• **WHAT TO DO**
Copy all the lines of the data that include the word "roads".

• **Extracted data entries**
····················
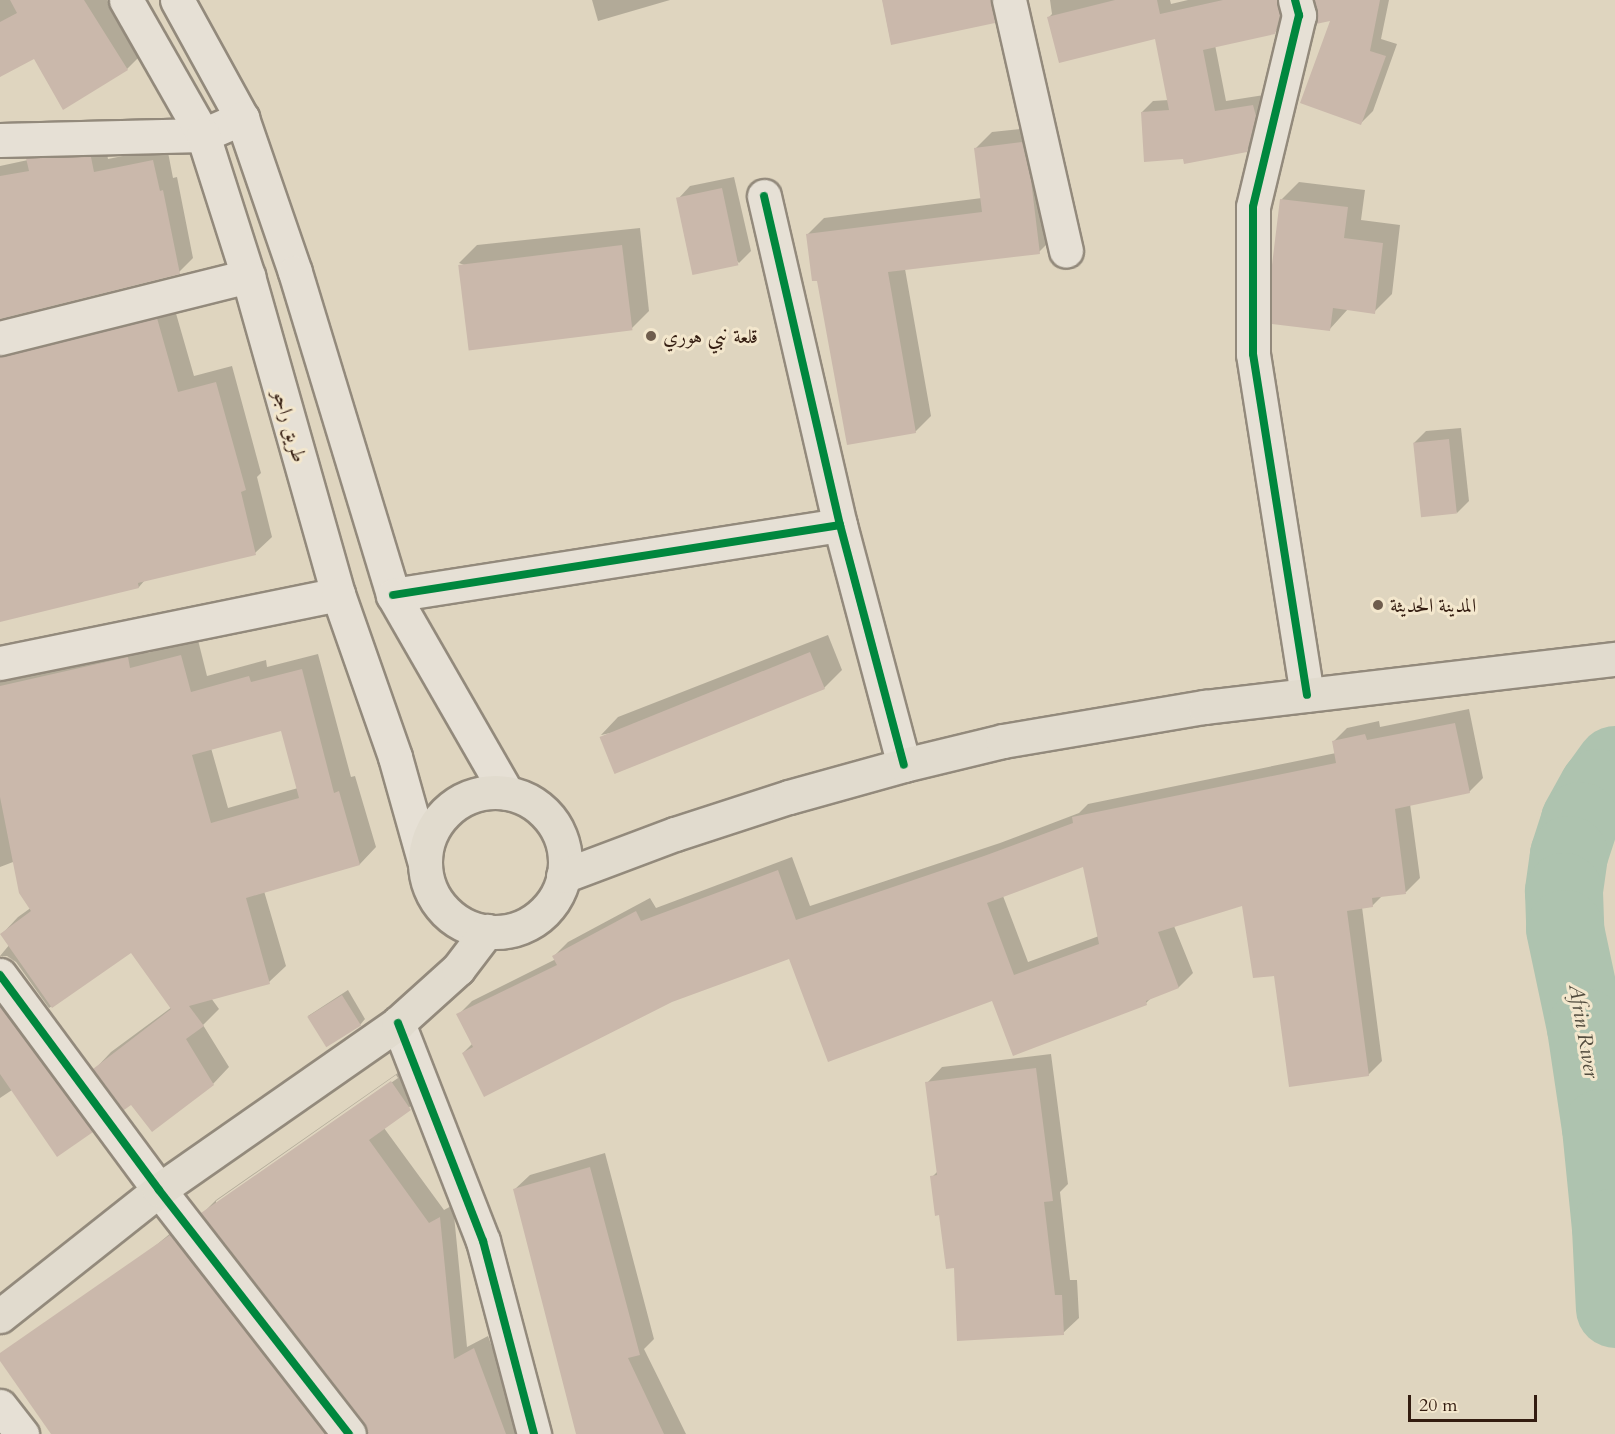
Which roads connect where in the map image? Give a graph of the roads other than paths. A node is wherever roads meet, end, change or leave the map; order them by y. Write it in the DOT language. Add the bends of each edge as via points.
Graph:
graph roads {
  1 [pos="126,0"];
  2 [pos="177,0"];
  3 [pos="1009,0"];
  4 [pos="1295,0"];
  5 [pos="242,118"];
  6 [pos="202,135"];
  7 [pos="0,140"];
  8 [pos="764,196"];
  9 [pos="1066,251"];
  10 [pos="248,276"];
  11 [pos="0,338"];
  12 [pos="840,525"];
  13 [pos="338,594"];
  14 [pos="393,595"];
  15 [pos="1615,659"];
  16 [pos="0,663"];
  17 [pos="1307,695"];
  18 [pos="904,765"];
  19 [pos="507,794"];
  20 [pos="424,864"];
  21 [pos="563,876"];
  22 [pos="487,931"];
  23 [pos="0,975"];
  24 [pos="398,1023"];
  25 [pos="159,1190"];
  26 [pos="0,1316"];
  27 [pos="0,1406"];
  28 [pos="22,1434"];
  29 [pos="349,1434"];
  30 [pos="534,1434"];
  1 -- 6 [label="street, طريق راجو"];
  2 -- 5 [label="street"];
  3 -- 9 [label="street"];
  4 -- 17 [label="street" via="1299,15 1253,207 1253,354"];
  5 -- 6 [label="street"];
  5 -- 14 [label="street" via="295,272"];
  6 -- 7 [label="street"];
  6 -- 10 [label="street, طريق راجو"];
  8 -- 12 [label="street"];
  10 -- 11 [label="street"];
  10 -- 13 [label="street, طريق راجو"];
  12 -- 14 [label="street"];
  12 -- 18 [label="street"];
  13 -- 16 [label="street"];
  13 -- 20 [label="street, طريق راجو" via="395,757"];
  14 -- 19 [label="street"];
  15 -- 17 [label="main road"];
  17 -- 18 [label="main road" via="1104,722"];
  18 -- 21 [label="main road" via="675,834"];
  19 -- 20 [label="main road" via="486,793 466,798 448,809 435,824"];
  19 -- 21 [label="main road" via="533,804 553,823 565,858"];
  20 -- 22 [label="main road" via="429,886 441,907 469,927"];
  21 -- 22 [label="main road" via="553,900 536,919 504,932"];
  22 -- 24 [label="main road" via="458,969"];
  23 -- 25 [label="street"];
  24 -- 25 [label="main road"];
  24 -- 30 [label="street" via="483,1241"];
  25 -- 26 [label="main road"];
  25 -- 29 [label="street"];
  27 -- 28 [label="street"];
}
····················
• **ANSWER TO THE PROBLEM**
Which roads connect where in the map image? Give a graph of the roads other than paths. A node is wherever roads meet, end, change or leave the map; order them by y. Write it in the DOT language. Add the bends of each edge as via points.
graph roads {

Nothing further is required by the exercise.